Stem Cell Transplant: The Primary Treatment

The cornerstone treatment for Hurler syndrome is a stem cell transplant (also called hematopoietic stem cell transplantation, or HSCT), ideally performed before the age of 2. Donor stem cells engraft in the child’s body and produce a continuous supply of the missing enzyme, which is then distributed to tissues throughout the body. Critically, cells derived from the transplant can cross into the brain, something that intravenously delivered enzyme cannot do. This makes transplantation the only established treatment that addresses the neurological component of the disease.

The transplant itself is a demanding process. Children receive chemotherapy to make room for the donor cells, followed by the infusion and a period of recovery during which the immune system rebuilds. Outcomes depend heavily on timing, the quality of the donor match, and how much enzyme the engrafted cells ultimately produce. Low enzyme levels after transplant have been linked to worse cognitive outcomes.

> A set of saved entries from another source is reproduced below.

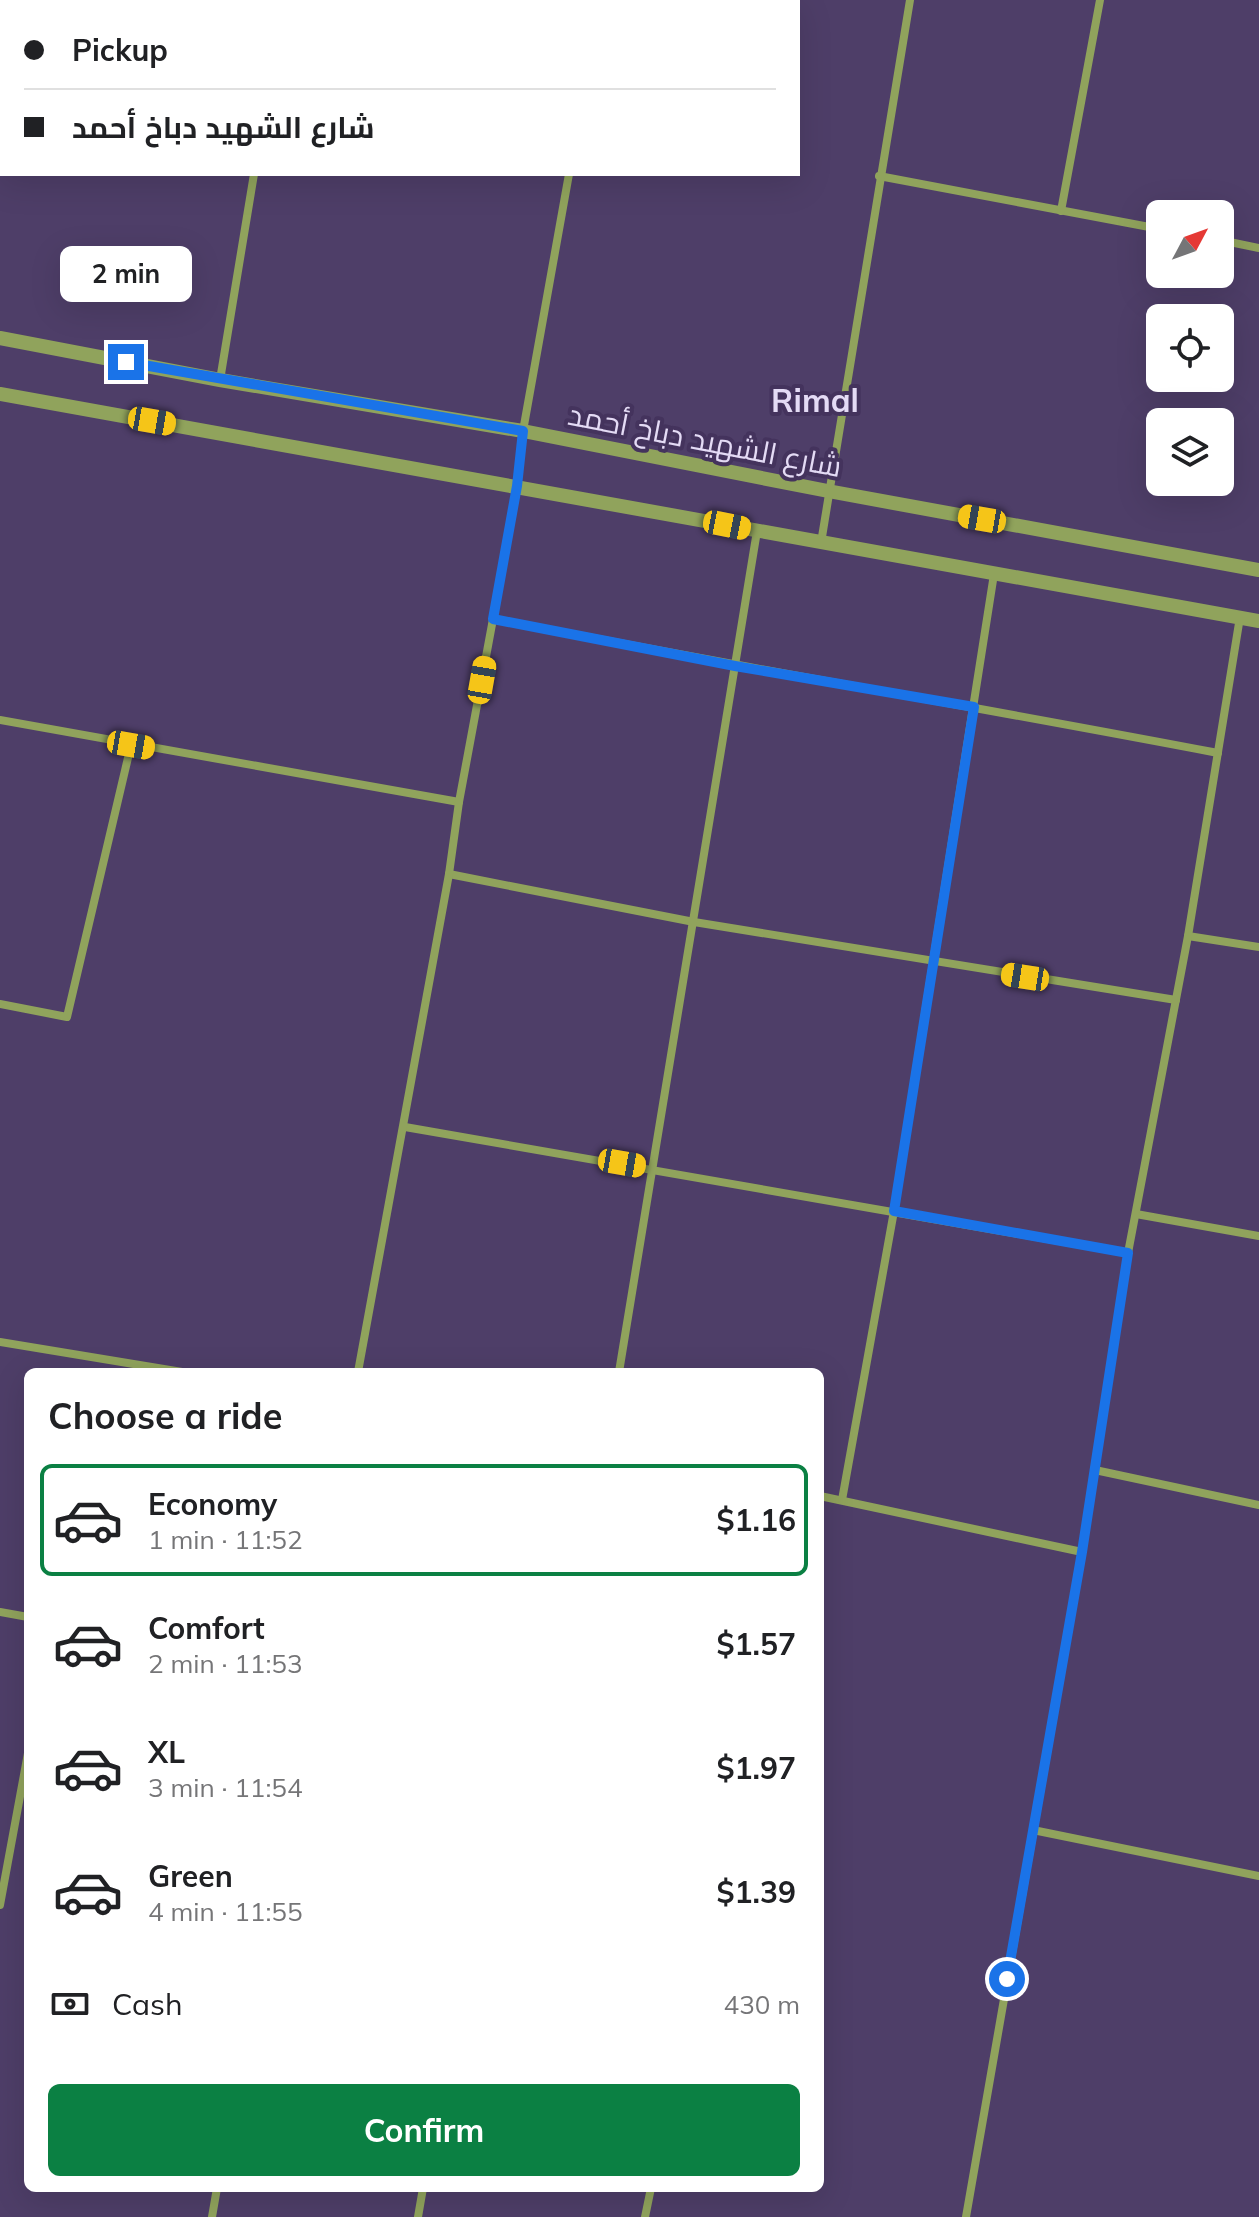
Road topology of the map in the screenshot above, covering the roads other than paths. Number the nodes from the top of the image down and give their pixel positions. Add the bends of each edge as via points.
1 (910, 0) edge
2 (1100, 0) edge
3 (254, 176) edge
4 (569, 176) edge
5 (879, 176) junction
6 (1061, 211) junction
7 (1146, 226) edge
8 (1234, 243) edge
9 (1259, 248) edge
10 (0, 338) edge
11 (220, 380) junction
12 (0, 394) edge
13 (523, 431) junction
14 (517, 486) junction
15 (828, 491) junction
16 (757, 531) junction
17 (821, 543) junction
18 (1259, 570) edge
19 (994, 574) junction
20 (1240, 617) junction
21 (493, 619) junction
22 (1259, 621) edge
23 (735, 666) junction
24 (974, 707) junction
25 (0, 720) edge
26 (131, 745) junction
27 (1218, 753) junction
28 (459, 802) junction
29 (449, 874) junction
30 (694, 922) junction
31 (1188, 936) junction
32 (1259, 947) edge
33 (935, 963) junction
34 (1176, 1000) junction
35 (0, 1004) edge
36 (405, 1127) junction
37 (653, 1169) junction
38 (894, 1211) junction
39 (1136, 1214) junction
40 (1259, 1236) edge
41 (1128, 1253) junction
42 (0, 1342) edge
43 (158, 1368) edge
44 (359, 1368) edge
45 (620, 1368) edge
46 (1095, 1470) junction
47 (824, 1497) edge
48 (842, 1500) junction
49 (1259, 1505) edge
50 (1082, 1552) junction
51 (0, 1612) edge
52 (24, 1616) edge
53 (24, 1775) edge
54 (1033, 1830) junction
55 (1259, 1876) edge
56 (0, 1905) edge
57 (216, 2192) edge
58 (422, 2192) edge
59 (650, 2192) edge
60 (212, 2217) edge
61 (418, 2217) edge
62 (645, 2217) edge
63 (966, 2217) edge

1 - 5 street
2 - 6 street
3 - 11 street
4 - 13 street
5 - 6 street
5 - 15 street
6 - 7 street
8 - 9 street
10 - 11 street, شارع الشهيد دباخ أحمد
11 - 13 street, شارع الشهيد دباخ أحمد
12 - 14 street
13 - 14 street
13 - 15 street, شارع الشهيد دباخ أحمد
14 - 16 street
14 - 21 street
15 - 17 street
15 - 18 street, شارع الشهيد دباخ أحمد
16 - 17 street
16 - 23 street
17 - 19 street
19 - 20 street
19 - 24 street
20 - 22 street
20 - 27 street
21 - 23 street
21 - 28 street
23 - 24 street
23 - 30 street
24 - 27 street
24 - 33 street
25 - 26 street
26 - 28 street
26 - 35 street via 67,1017
27 - 31 street
28 - 29 street
29 - 30 street
29 - 36 street
30 - 33 street
30 - 37 street
31 - 32 street
31 - 34 street
33 - 34 street
33 - 38 street
34 - 39 street
36 - 37 street
36 - 44 street
37 - 38 street
37 - 45 street
38 - 41 street
38 - 48 street
39 - 40 street
39 - 41 street
41 - 46 street
42 - 43 street
46 - 49 street
46 - 50 street
47 - 48 street
48 - 50 street
50 - 54 street
51 - 52 street
53 - 56 street
54 - 55 street
54 - 63 street
57 - 60 street
58 - 61 street
59 - 62 street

Enzyme Replacement Therapy

Enzyme replacement therapy (ERT) delivers a manufactured version of the missing enzyme through weekly intravenous infusions. In clinical trials, treated patients showed meaningful improvements in lung function, walking endurance (averaging about 38 meters farther on a six-minute walk test compared to placebo), and liver size reduction. Sleep apnea also improved significantly. Urinary GAG levels dropped, indicating that the enzyme was reaching tissues and clearing stored material.

ERT has clear limitations, though. It did not produce measurable improvements in overall physical disability scores, and its effect on corneal clouding is minimal. Most importantly, the enzyme delivered through an IV does not cross the blood-brain barrier, so it cannot address cognitive decline. For this reason, ERT is often used as a bridge therapy to stabilize a child’s condition before transplant, or as an ongoing treatment for patients with milder forms of MPS I who do not have significant brain involvement.

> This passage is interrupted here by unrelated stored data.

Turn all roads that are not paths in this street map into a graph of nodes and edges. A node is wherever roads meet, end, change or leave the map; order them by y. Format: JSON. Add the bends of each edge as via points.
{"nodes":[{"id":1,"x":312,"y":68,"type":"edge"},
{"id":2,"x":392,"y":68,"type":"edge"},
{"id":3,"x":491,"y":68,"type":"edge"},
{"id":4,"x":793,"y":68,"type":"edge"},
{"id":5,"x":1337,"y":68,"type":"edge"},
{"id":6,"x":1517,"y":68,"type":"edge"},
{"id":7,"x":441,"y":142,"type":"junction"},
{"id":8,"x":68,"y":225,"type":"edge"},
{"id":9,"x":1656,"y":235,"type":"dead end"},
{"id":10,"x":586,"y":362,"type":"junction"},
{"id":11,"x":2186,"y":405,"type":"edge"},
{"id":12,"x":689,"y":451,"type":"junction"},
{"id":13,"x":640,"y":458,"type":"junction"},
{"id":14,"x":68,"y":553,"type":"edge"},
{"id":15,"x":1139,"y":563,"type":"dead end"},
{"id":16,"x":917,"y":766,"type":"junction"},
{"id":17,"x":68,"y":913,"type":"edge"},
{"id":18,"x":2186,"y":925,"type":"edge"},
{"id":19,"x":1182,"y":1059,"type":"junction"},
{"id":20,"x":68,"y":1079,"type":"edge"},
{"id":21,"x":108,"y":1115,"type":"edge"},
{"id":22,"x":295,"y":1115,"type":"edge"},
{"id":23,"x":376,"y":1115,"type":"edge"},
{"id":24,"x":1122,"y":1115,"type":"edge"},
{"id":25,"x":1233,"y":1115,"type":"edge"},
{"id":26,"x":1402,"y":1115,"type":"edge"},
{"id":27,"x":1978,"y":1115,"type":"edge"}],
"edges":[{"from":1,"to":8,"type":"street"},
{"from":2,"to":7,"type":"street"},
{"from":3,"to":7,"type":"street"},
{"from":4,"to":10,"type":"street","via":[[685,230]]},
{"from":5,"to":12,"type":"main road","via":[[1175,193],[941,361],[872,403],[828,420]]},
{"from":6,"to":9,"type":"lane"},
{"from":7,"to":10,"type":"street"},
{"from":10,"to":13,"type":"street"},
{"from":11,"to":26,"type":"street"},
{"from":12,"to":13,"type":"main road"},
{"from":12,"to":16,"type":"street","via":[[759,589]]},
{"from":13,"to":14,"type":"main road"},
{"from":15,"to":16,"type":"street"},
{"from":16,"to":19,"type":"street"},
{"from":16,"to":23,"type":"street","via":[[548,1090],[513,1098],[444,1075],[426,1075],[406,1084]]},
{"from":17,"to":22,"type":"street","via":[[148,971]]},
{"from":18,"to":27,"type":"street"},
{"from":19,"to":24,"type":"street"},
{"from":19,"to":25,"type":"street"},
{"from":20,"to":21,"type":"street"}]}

Managing Ongoing Complications

Even after a successful transplant, many children with Hurler syndrome continue to face complications that require specialized care. Corneal clouding is one of the most persistent problems. Neither ERT nor stem cell transplant effectively clears the GAG deposits from the cornea, and the only definitive treatment for significant corneal clouding is a corneal transplant. Photochromatic glasses can help ease light sensitivity in the meantime.

Joint stiffness, skeletal abnormalities, and heart valve problems often persist or progress despite treatment and may require ongoing monitoring, physical therapy, or surgical intervention over the course of a child’s life. Hearing aids or other support for hearing loss are commonly needed as well.

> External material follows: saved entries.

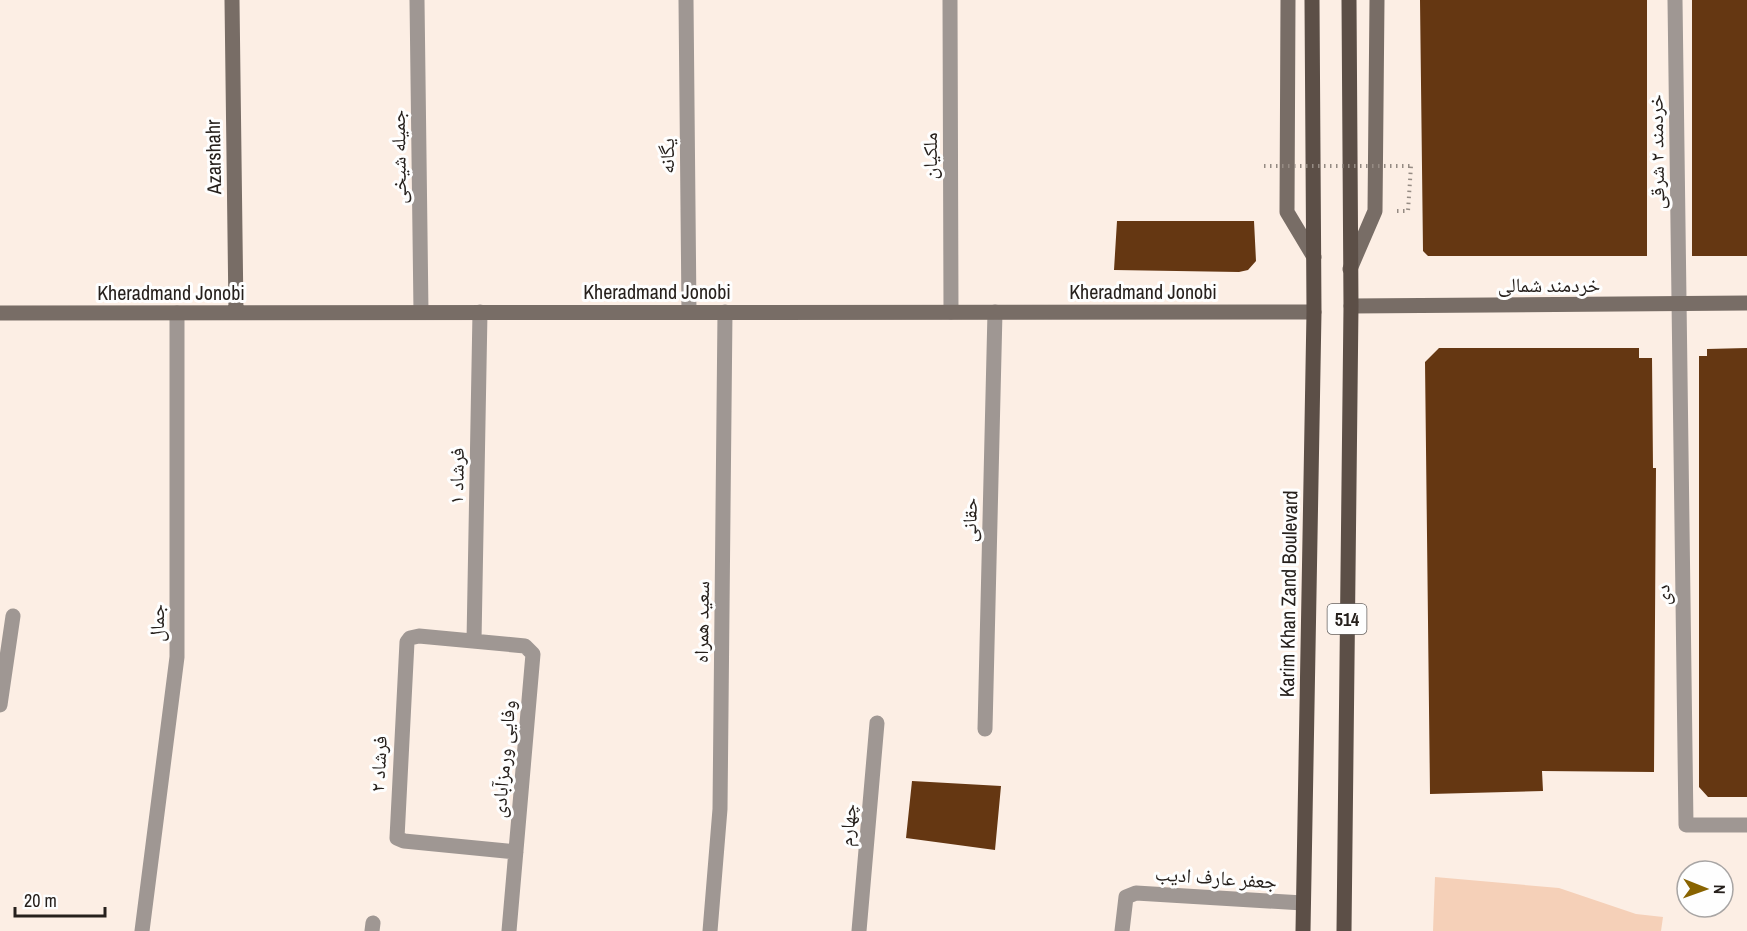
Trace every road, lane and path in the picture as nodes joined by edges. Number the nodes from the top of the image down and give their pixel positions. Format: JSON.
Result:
{"nodes":[{"id":1,"x":232,"y":0,"type":"edge"},
{"id":2,"x":417,"y":0,"type":"edge"},
{"id":3,"x":686,"y":0,"type":"edge"},
{"id":4,"x":950,"y":0,"type":"edge"},
{"id":5,"x":1288,"y":0,"type":"edge"},
{"id":6,"x":1312,"y":0,"type":"edge"},
{"id":7,"x":1349,"y":0,"type":"edge"},
{"id":8,"x":1377,"y":0,"type":"edge"},
{"id":9,"x":1675,"y":0,"type":"edge"},
{"id":10,"x":1264,"y":165,"type":"dead end"},
{"id":11,"x":1408,"y":211,"type":"dead end"},
{"id":12,"x":1314,"y":257,"type":"junction"},
{"id":13,"x":1350,"y":269,"type":"junction"},
{"id":14,"x":1747,"y":303,"type":"edge"},
{"id":15,"x":1679,"y":304,"type":"junction"},
{"id":16,"x":1351,"y":306,"type":"junction"},
{"id":17,"x":421,"y":312,"type":"junction"},
{"id":18,"x":480,"y":312,"type":"junction"},
{"id":19,"x":688,"y":312,"type":"junction"},
{"id":20,"x":725,"y":312,"type":"junction"},
{"id":21,"x":951,"y":312,"type":"junction"},
{"id":22,"x":995,"y":312,"type":"junction"},
{"id":23,"x":1314,"y":312,"type":"junction"},
{"id":24,"x":0,"y":313,"type":"edge"},
{"id":25,"x":177,"y":313,"type":"junction"},
{"id":26,"x":236,"y":313,"type":"junction"},
{"id":27,"x":13,"y":616,"type":"dead end"},
{"id":28,"x":474,"y":641,"type":"junction"},
{"id":29,"x":0,"y":705,"type":"edge"},
{"id":30,"x":877,"y":723,"type":"dead end"},
{"id":31,"x":985,"y":729,"type":"dead end"},
{"id":32,"x":1747,"y":825,"type":"edge"},
{"id":33,"x":516,"y":852,"type":"junction"},
{"id":34,"x":1303,"y":903,"type":"junction"},
{"id":35,"x":142,"y":931,"type":"edge"},
{"id":36,"x":509,"y":931,"type":"edge"},
{"id":37,"x":710,"y":931,"type":"edge"},
{"id":38,"x":860,"y":931,"type":"edge"},
{"id":39,"x":1122,"y":931,"type":"edge"},
{"id":40,"x":1303,"y":931,"type":"edge"},
{"id":41,"x":1344,"y":931,"type":"edge"}],
"edges":[{"from":1,"to":26,"type":"street","name":"Azarshahr"},
{"from":2,"to":17,"type":"street","name":"جمیله شیخی"},
{"from":3,"to":19,"type":"street","name":"یگانه"},
{"from":4,"to":21,"type":"street","name":"ملکیان"},
{"from":5,"to":12,"type":"street"},
{"from":6,"to":12,"type":"main road","name":"Karim Khan Zand Boulevard","number":"514"},
{"from":7,"to":13,"type":"main road","number":"514"},
{"from":8,"to":13,"type":"street"},
{"from":9,"to":15,"type":"street","name":"خردمند ۲ شرقی"},
{"from":10,"to":11,"type":"path","bridge":true},
{"from":12,"to":23,"type":"main road","name":"Karim Khan Zand Boulevard","number":"514"},
{"from":13,"to":16,"type":"main road","number":"514"},
{"from":14,"to":15,"type":"street","name":"خردمند شمالی"},
{"from":15,"to":16,"type":"street","name":"خردمند شمالی"},
{"from":15,"to":32,"type":"street","name":"دی"},
{"from":16,"to":41,"type":"main road","number":"514"},
{"from":17,"to":18,"type":"street","name":"Kheradmand Jonobi"},
{"from":17,"to":26,"type":"street","name":"Kheradmand Jonobi"},
{"from":18,"to":19,"type":"street","name":"Kheradmand Jonobi"},
{"from":18,"to":28,"type":"street","name":"فرشاد ۱"},
{"from":19,"to":20,"type":"street","name":"Kheradmand Jonobi"},
{"from":20,"to":21,"type":"street","name":"Kheradmand Jonobi"},
{"from":20,"to":37,"type":"street","name":"سعید همراه"},
{"from":21,"to":22,"type":"street","name":"Kheradmand Jonobi"},
{"from":22,"to":23,"type":"street","name":"Kheradmand Jonobi"},
{"from":22,"to":31,"type":"street","name":"حقانی"},
{"from":23,"to":34,"type":"main road","name":"Karim Khan Zand Boulevard","number":"514"},
{"from":24,"to":25,"type":"street","name":"Kheradmand Jonobi"},
{"from":25,"to":26,"type":"street","name":"Kheradmand Jonobi"},
{"from":25,"to":35,"type":"street","name":"جمال"},
{"from":27,"to":29,"type":"street"},
{"from":28,"to":33,"type":"street","name":"وفایی ورمزآبادی"},
{"from":28,"to":33,"type":"street","name":"فرشاد ۲"},
{"from":30,"to":38,"type":"street","name":"چهارم"},
{"from":33,"to":36,"type":"street","name":"وفایی ورمزآبادی"},
{"from":34,"to":39,"type":"street","name":"جعفر عارف ادیب"},
{"from":34,"to":40,"type":"main road","name":"Karim Khan Zand Boulevard","number":"514"}]}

Life Expectancy and Outlook

Without any treatment, Hurler syndrome is fatal in childhood, with most children dying within the first decade due to progressive organ failure. Stem cell transplant performed early has dramatically changed that trajectory. Children who receive a successful transplant before age 2, particularly before 9 months, can survive into adulthood with preserved cognitive function, though they typically still require ongoing medical management for skeletal and other complications.

Gene Therapy on the Horizon

A phase 1-2 clinical trial published in the New England Journal of Medicine tested a new approach: instead of transplanting donor cells, researchers collected a child’s own stem cells, genetically engineered them to produce the missing enzyme, and infused them back. The results in eight children were striking. Their blood enzyme activity reached 3 to 12 times the normal level. Previously undetectable enzyme activity in spinal fluid became measurable, and GAG levels in the brain dropped. Children showed stable cognitive performance, continued motor development, improved joint flexibility, and normal growth.

The advantage of this approach is twofold. Using a child’s own cells eliminates the risk of graft rejection, and the engineered cells appear to produce far more enzyme than a standard donor transplant provides. The therapy is still experimental, but it represents a potential shift in how Hurler syndrome could be treated in the coming years.